What is expected:
Please retype every entry, keeping each one exactly as written.

Material provided:
*****
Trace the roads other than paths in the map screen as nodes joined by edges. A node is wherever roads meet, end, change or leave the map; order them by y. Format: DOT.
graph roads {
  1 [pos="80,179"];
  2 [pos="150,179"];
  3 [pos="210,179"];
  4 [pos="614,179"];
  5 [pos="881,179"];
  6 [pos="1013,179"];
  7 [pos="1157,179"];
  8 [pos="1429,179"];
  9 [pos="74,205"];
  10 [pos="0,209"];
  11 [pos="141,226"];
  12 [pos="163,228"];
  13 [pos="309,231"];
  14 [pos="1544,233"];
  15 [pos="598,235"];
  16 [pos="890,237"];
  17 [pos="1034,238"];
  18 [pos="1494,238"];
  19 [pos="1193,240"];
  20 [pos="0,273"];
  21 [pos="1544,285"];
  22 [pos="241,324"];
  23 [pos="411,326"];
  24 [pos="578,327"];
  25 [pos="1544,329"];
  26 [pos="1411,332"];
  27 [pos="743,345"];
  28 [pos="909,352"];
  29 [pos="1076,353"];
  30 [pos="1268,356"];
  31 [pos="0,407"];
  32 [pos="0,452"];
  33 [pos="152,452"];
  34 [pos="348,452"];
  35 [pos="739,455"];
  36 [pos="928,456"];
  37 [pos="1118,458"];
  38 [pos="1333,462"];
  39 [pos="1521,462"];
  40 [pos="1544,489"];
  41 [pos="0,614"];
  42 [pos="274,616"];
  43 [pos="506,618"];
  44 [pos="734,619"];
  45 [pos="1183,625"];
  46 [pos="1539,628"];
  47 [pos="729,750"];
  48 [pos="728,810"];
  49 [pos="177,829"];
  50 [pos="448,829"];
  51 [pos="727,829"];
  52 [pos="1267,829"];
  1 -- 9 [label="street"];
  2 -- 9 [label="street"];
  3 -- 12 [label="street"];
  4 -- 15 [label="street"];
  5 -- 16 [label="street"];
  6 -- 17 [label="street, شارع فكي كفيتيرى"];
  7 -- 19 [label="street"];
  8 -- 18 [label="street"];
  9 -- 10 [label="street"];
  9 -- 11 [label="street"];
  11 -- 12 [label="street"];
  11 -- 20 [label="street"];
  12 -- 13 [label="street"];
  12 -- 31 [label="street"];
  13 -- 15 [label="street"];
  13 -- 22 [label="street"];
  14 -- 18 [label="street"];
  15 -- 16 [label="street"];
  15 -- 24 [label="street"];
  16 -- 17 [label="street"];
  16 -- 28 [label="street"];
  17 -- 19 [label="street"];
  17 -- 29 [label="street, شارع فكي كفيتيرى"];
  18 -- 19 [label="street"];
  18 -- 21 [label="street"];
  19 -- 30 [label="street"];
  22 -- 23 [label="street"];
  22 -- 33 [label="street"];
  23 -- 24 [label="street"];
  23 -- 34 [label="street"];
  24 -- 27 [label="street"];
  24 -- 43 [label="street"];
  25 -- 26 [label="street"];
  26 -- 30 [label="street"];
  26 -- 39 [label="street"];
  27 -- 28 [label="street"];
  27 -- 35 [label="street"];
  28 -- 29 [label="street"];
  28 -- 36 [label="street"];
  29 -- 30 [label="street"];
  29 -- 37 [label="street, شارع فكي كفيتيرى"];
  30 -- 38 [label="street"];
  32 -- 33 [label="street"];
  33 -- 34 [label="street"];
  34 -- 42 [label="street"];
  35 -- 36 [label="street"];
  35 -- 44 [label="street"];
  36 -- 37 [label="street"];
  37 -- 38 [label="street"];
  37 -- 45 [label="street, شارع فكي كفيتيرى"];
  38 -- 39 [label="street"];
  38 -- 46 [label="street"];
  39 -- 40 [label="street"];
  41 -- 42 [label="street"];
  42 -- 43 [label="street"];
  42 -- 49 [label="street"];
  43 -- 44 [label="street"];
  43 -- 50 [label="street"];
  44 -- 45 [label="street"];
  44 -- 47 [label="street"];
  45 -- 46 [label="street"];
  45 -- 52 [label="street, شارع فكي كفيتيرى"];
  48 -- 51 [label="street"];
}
*****
Task response:
Trace the roads other than paths in the map screen as nodes joined by edges. A node is wherever roads meet, end, change or leave the map; order them by y. Format: DOT.
graph roads {
  1 [pos="80,179"];
  2 [pos="150,179"];
  3 [pos="210,179"];
  4 [pos="614,179"];
  5 [pos="881,179"];
  6 [pos="1013,179"];
  7 [pos="1157,179"];
  8 [pos="1429,179"];
  9 [pos="74,205"];
  10 [pos="0,209"];
  11 [pos="141,226"];
  12 [pos="163,228"];
  13 [pos="309,231"];
  14 [pos="1544,233"];
  15 [pos="598,235"];
  16 [pos="890,237"];
  17 [pos="1034,238"];
  18 [pos="1494,238"];
  19 [pos="1193,240"];
  20 [pos="0,273"];
  21 [pos="1544,285"];
  22 [pos="241,324"];
  23 [pos="411,326"];
  24 [pos="578,327"];
  25 [pos="1544,329"];
  26 [pos="1411,332"];
  27 [pos="743,345"];
  28 [pos="909,352"];
  29 [pos="1076,353"];
  30 [pos="1268,356"];
  31 [pos="0,407"];
  32 [pos="0,452"];
  33 [pos="152,452"];
  34 [pos="348,452"];
  35 [pos="739,455"];
  36 [pos="928,456"];
  37 [pos="1118,458"];
  38 [pos="1333,462"];
  39 [pos="1521,462"];
  40 [pos="1544,489"];
  41 [pos="0,614"];
  42 [pos="274,616"];
  43 [pos="506,618"];
  44 [pos="734,619"];
  45 [pos="1183,625"];
  46 [pos="1539,628"];
  47 [pos="729,750"];
  48 [pos="728,810"];
  49 [pos="177,829"];
  50 [pos="448,829"];
  51 [pos="727,829"];
  52 [pos="1267,829"];
  1 -- 9 [label="street"];
  2 -- 9 [label="street"];
  3 -- 12 [label="street"];
  4 -- 15 [label="street"];
  5 -- 16 [label="street"];
  6 -- 17 [label="street, شارع فكي كفيتيرى"];
  7 -- 19 [label="street"];
  8 -- 18 [label="street"];
  9 -- 10 [label="street"];
  9 -- 11 [label="street"];
  11 -- 12 [label="street"];
  11 -- 20 [label="street"];
  12 -- 13 [label="street"];
  12 -- 31 [label="street"];
  13 -- 15 [label="street"];
  13 -- 22 [label="street"];
  14 -- 18 [label="street"];
  15 -- 16 [label="street"];
  15 -- 24 [label="street"];
  16 -- 17 [label="street"];
  16 -- 28 [label="street"];
  17 -- 19 [label="street"];
  17 -- 29 [label="street, شارع فكي كفيتيرى"];
  18 -- 19 [label="street"];
  18 -- 21 [label="street"];
  19 -- 30 [label="street"];
  22 -- 23 [label="street"];
  22 -- 33 [label="street"];
  23 -- 24 [label="street"];
  23 -- 34 [label="street"];
  24 -- 27 [label="street"];
  24 -- 43 [label="street"];
  25 -- 26 [label="street"];
  26 -- 30 [label="street"];
  26 -- 39 [label="street"];
  27 -- 28 [label="street"];
  27 -- 35 [label="street"];
  28 -- 29 [label="street"];
  28 -- 36 [label="street"];
  29 -- 30 [label="street"];
  29 -- 37 [label="street, شارع فكي كفيتيرى"];
  30 -- 38 [label="street"];
  32 -- 33 [label="street"];
  33 -- 34 [label="street"];
  34 -- 42 [label="street"];
  35 -- 36 [label="street"];
  35 -- 44 [label="street"];
  36 -- 37 [label="street"];
  37 -- 38 [label="street"];
  37 -- 45 [label="street, شارع فكي كفيتيرى"];
  38 -- 39 [label="street"];
  38 -- 46 [label="street"];
  39 -- 40 [label="street"];
  41 -- 42 [label="street"];
  42 -- 43 [label="street"];
  42 -- 49 [label="street"];
  43 -- 44 [label="street"];
  43 -- 50 [label="street"];
  44 -- 45 [label="street"];
  44 -- 47 [label="street"];
  45 -- 46 [label="street"];
  45 -- 52 [label="street, شارع فكي كفيتيرى"];
  48 -- 51 [label="street"];
}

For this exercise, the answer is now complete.